Tuesday, 19 April 2011

Mark Bee's Token of Transparency

I haven't yet posted anything about yesterday's election of Cllr Mark Bee as head of Suffolk County Council's controlling Conservative group, mainly because it seems slightly perverse to express too serious an interest in the internal machinations of a political faction with which I am in no way aligned, however significant they might be for the future of the county as a whole. Having declared his support for Bee a few minutes before the election, James Hargrave has been cautiously celebrating the result, and I agree with his call for a stop to SCC's myopic trailblazing ('leading on the edge of chaos' for the hell of it, and for the message it sends to CCHQ):
We don't want the county we love turned into a laughing stock nationally, a byword for wasteful and overpaid local governement [sic] with the Chief Executive literally all over the national papers. At times I have maybe said that Suffolk is a bit too sleepy and behind the times. Can we go back a bit more to those days Mark?
Meanwhile, Ipswich Spy has expressed reservations about Bee's likely approach (or lack thereof) to SCC's problematic Chief Executive Andrea Hill, citing his apparent reluctance to discuss the issue in his pre-election presentation, while fellow candidate Colin Noble "made an impressive presentation during the hustings about his views on Ms Hill, whose days would have been numbered under his leadership." Moving away from the symbolic problem of Hill, Andrew Grant-Adamson provides a more pragmatic assessment of Bee's obligations both to disaffected Tory backbenchers and to the political momentum of the NSD juggernaut: "The words 'New Strategic Direction' may be consigned to the Endeavour House dustbin, but it is clear that the policy of divestment will continue albeit in a more humane form."
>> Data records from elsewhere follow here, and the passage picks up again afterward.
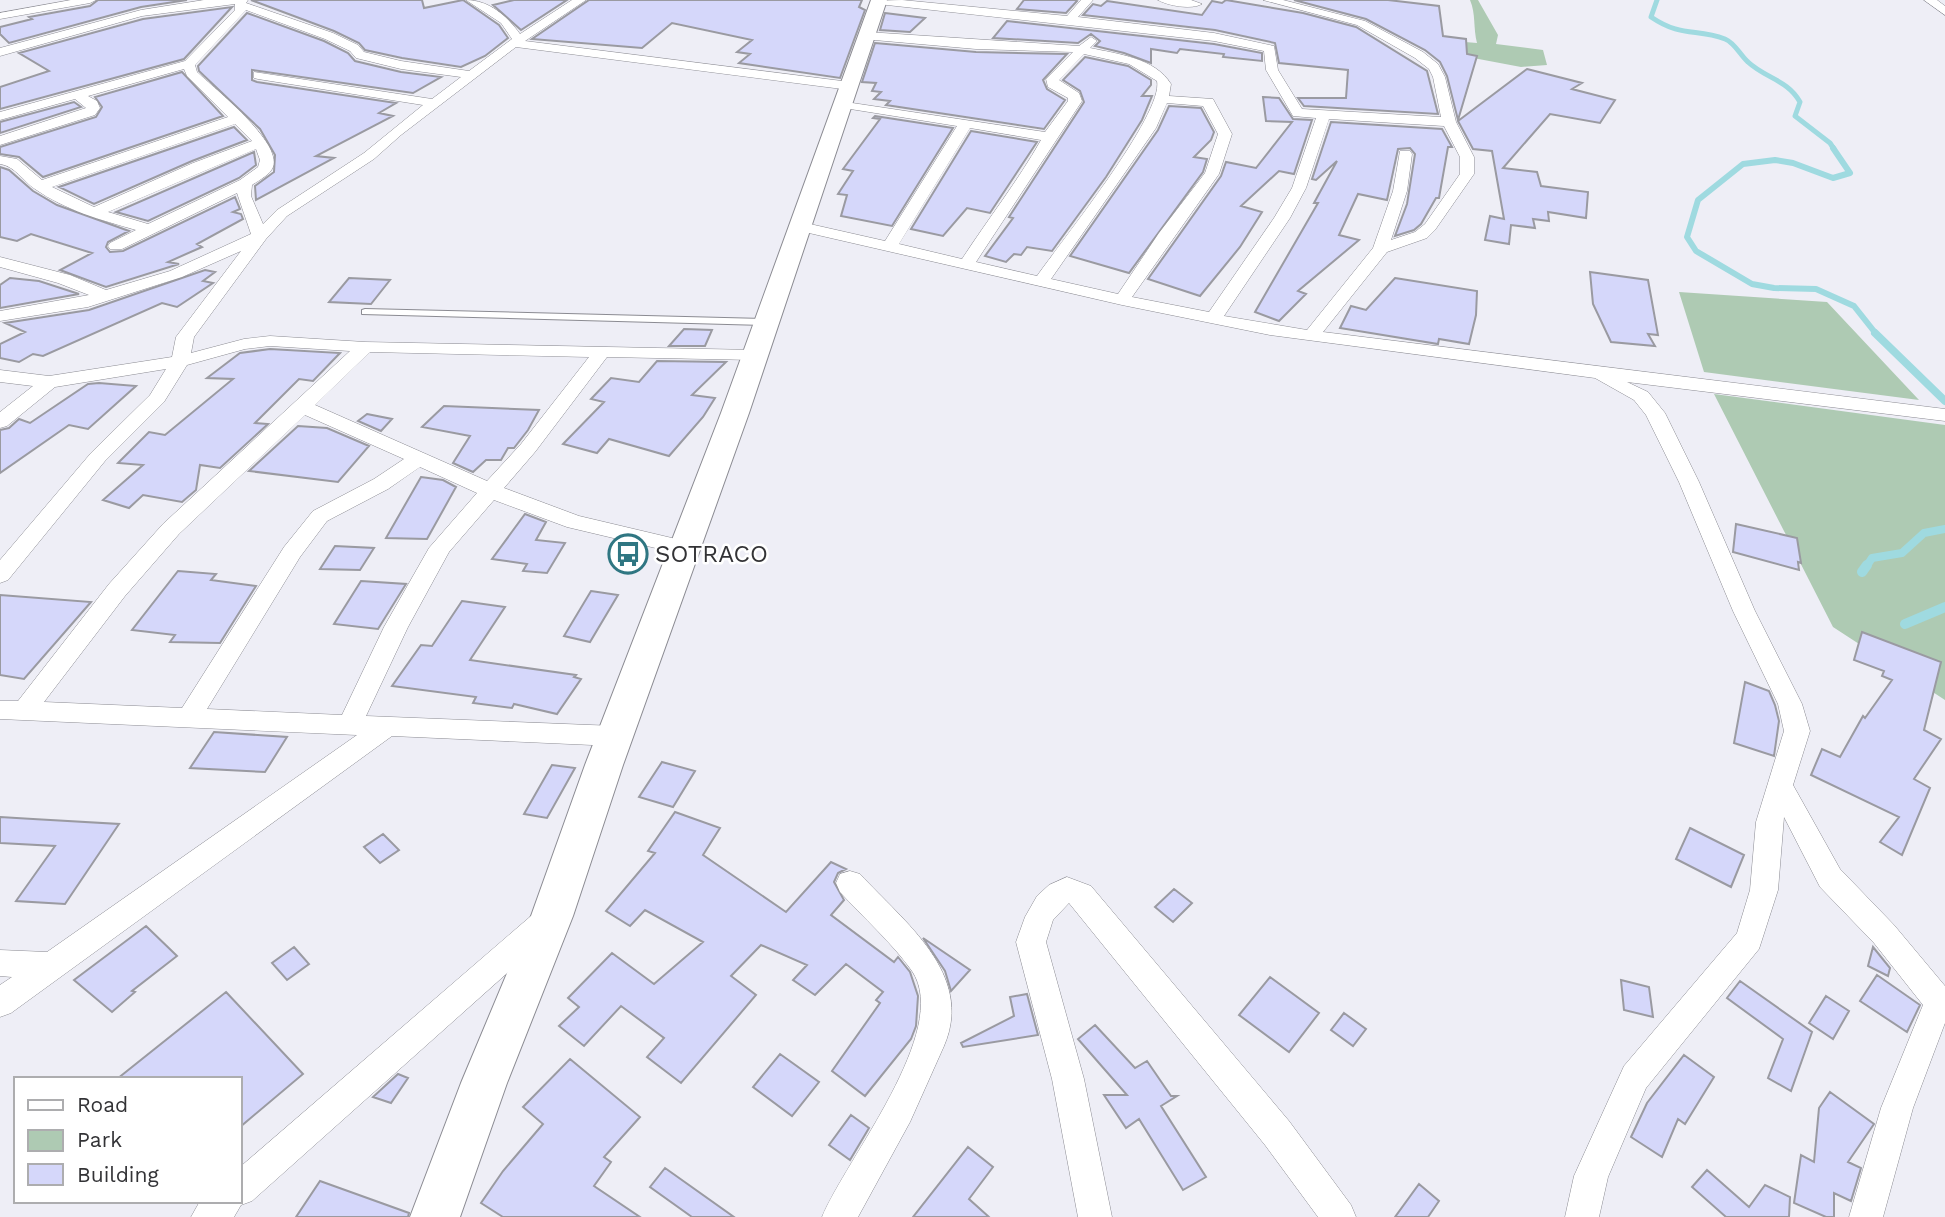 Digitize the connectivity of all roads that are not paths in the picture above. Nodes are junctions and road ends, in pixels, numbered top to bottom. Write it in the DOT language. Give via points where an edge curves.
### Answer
graph roads {
  1 [pos="36,0"];
  2 [pos="90,0"];
  3 [pos="472,0"];
  4 [pos="580,0"];
  5 [pos="1087,0"];
  6 [pos="1164,0"];
  7 [pos="1269,0"];
  8 [pos="1930,0"];
  9 [pos="240,1"];
  10 [pos="878,1"];
  11 [pos="1196,4"];
  12 [pos="54,6"];
  13 [pos="1316,6"];
  14 [pos="1945,12"];
  15 [pos="0,16"];
  16 [pos="1070,20"];
  17 [pos="1103,24"];
  18 [pos="867,36"];
  19 [pos="517,42"];
  20 [pos="1084,50"];
  21 [pos="1,51"];
  22 [pos="189,64"];
  23 [pos="258,75"];
  24 [pos="472,75"];
  25 [pos="75,94"];
  26 [pos="847,95"];
  27 [pos="1162,99"];
  28 [pos="435,103"];
  29 [pos="1324,115"];
  30 [pos="0,116"];
  31 [pos="237,119"];
  32 [pos="1449,122"];
  33 [pos="966,123"];
  34 [pos="1049,137"];
  35 [pos="0,141"];
  36 [pos="261,142"];
  37 [pos="1405,154"];
  38 [pos="0,160"];
  39 [pos="245,183"];
  40 [pos="40,186"];
  41 [pos="95,212"];
  42 [pos="801,227"];
  43 [pos="148,229"];
  44 [pos="260,236"];
  45 [pos="116,246"];
  46 [pos="889,247"];
  47 [pos="1381,248"];
  48 [pos="0,262"];
  49 [pos="967,264"];
  50 [pos="1041,281"];
  51 [pos="105,296"];
  52 [pos="1122,300"];
  53 [pos="365,312"];
  54 [pos="0,316"];
  55 [pos="1214,318"];
  56 [pos="1311,336"];
  57 [pos="761,338"];
  58 [pos="365,347"];
  59 [pos="602,352"];
  60 [pos="180,361"];
  61 [pos="1584,370"];
  62 [pos="0,376"];
  63 [pos="49,382"];
  64 [pos="303,407"];
  65 [pos="1945,415"];
  66 [pos="0,422"];
  67 [pos="418,459"];
  68 [pos="491,491"];
  69 [pos="685,548"];
  70 [pos="0,575"];
  71 [pos="12,710"];
  72 [pos="188,718"];
  73 [pos="349,725"];
  74 [pos="388,726"];
  75 [pos="615,736"];
  76 [pos="1780,785"];
  77 [pos="850,883"];
  78 [pos="552,916"];
  79 [pos="0,963"];
  80 [pos="51,966"];
  81 [pos="0,1003"];
  82 [pos="1942,1006"];
  83 [pos="242,1187"];
  84 [pos="224,1203"];
  85 [pos="208,1217"];
  86 [pos="435,1217"];
  87 [pos="839,1217"];
  88 [pos="1096,1217"];
  89 [pos="1339,1217"];
  90 [pos="1582,1217"];
  91 [pos="1866,1217"];
  1 -- 12 [label="street"];
  2 -- 12 [label="street"];
  3 -- 19 [label="street" via="505,20"];
  4 -- 19 [label="street"];
  5 -- 16 [label="street"];
  6 -- 11 [label="street"];
  7 -- 13 [label="street"];
  8 -- 14 [label="street"];
  9 -- 21 [label="street" via="159,9"];
  9 -- 22 [label="street" via="230,24"];
  9 -- 24 [label="street" via="329,36 360,55"];
  10 -- 16 [label="street"];
  10 -- 18 [label="street"];
  12 -- 15 [label="street"];
  13 -- 32 [label="street" via="1361,23 1425,60 1439,77"];
  16 -- 17 [label="street"];
  17 -- 20 [label="street"];
  17 -- 29 [label="street" via="1270,48 1272,70 1296,111"];
  18 -- 20 [label="street"];
  18 -- 26 [label="street"];
  19 -- 24 [label="street"];
  19 -- 26 [label="street"];
  20 -- 27 [label="street" via="1133,61 1153,73 1165,84"];
  20 -- 34 [label="street" via="1051,81 1076,98"];
  22 -- 25 [label="street"];
  22 -- 31 [label="street" via="191,73"];
  23 -- 28 [label="street"];
  24 -- 28 [label="street"];
  25 -- 30 [label="street"];
  25 -- 35 [label="street" via="92,104 90,112"];
  26 -- 33 [label="street"];
  26 -- 42 [label="street"];
  27 -- 50 [label="street" via="1149,128"];
  27 -- 52 [label="street" via="1208,102 1222,125 1225,143 1212,174"];
  28 -- 44 [label="street" via="369,156 282,214"];
  29 -- 32 [label="street"];
  29 -- 55 [label="street" via="1299,188"];
  31 -- 36 [label="street"];
  31 -- 40 [label="street"];
  32 -- 47 [label="street" via="1466,157 1467,174 1421,235"];
  33 -- 34 [label="street"];
  33 -- 46 [label="street"];
  34 -- 49 [label="street"];
  36 -- 39 [label="street" via="265,169"];
  36 -- 41 [label="street"];
  37 -- 47 [label="street" via="1400,191"];
  38 -- 40 [label="street" via="13,161"];
  39 -- 43 [label="street"];
  39 -- 44 [label="street" via="244,196"];
  40 -- 41 [label="street"];
  41 -- 43 [label="street"];
  42 -- 46 [label="street"];
  42 -- 57 [label="street"];
  43 -- 45 [label="street"];
  44 -- 51 [label="street" via="176,274"];
  44 -- 60 [label="street" via="186,337"];
  46 -- 49 [label="street"];
  47 -- 56 [label="street"];
  48 -- 51 [label="street" via="64,279"];
  49 -- 50 [label="street"];
  50 -- 52 [label="street"];
  51 -- 54 [label="street"];
  52 -- 55 [label="street"];
  53 -- 57 [label="lane"];
  55 -- 56 [label="street"];
  56 -- 61 [label="street"];
  57 -- 59 [label="street"];
  57 -- 69 [label="street"];
  58 -- 59 [label="street"];
  58 -- 60 [label="street" via="270,341"];
  58 -- 64 [label="street"];
  59 -- 68 [label="street"];
  60 -- 63 [label="street"];
  60 -- 70 [label="street" via="157,398 98,457"];
  61 -- 65 [label="street"];
  61 -- 76 [label="street" via="1641,396 1655,413 1689,482 1790,704 1797,731"];
  62 -- 63 [label="street"];
  63 -- 66 [label="street"];
  64 -- 67 [label="street"];
  64 -- 71 [label="street" via="171,529"];
  67 -- 68 [label="street"];
  67 -- 72 [label="street" via="320,516 292,552"];
  68 -- 69 [label="street" via="574,522"];
  68 -- 73 [label="street" via="440,548"];
  69 -- 75 [label="street"];
  71 -- 72 [label="street"];
  72 -- 73 [label="street"];
  73 -- 74 [label="street"];
  74 -- 75 [label="street"];
  74 -- 80 [label="street"];
  75 -- 78 [label="street"];
  76 -- 82 [label="street" via="1830,878 1884,934"];
  76 -- 90 [label="street" via="1769,822 1764,890 1749,940 1635,1077 1591,1176"];
  77 -- 87 [label="street" via="925,964 938,1000 933,1036 911,1086"];
  78 -- 83 [label="street"];
  78 -- 86 [label="street"];
  79 -- 80 [label="street"];
  80 -- 81 [label="street"];
  82 -- 91 [label="street" via="1899,1097"];
  84 -- 85 [label="street"];
  88 -- 89 [label="street" via="1068,1080 1031,942 1037,919 1051,898 1067,889 1081,895 1156,984"];
}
For what it's worth, I thought I'd share a little fact that I discovered while doing some research yesterday morning. It turns out that, of the three candidates for the leadership -- Mark Bee, Colin Noble and Guy McGregor -- Bee is the only one to have his latest entry in the Register of Members' Interests available online and linked to on his Council profile page. This might have something to do with his position as Chairman of the Scrutiny Committee (only two Committee members, Colin Hart and Anne Whybrow, have failed to do the same). Still, in view of the Council's questionable record on Freedom of Information and transparency, it seems like a pretty good sign.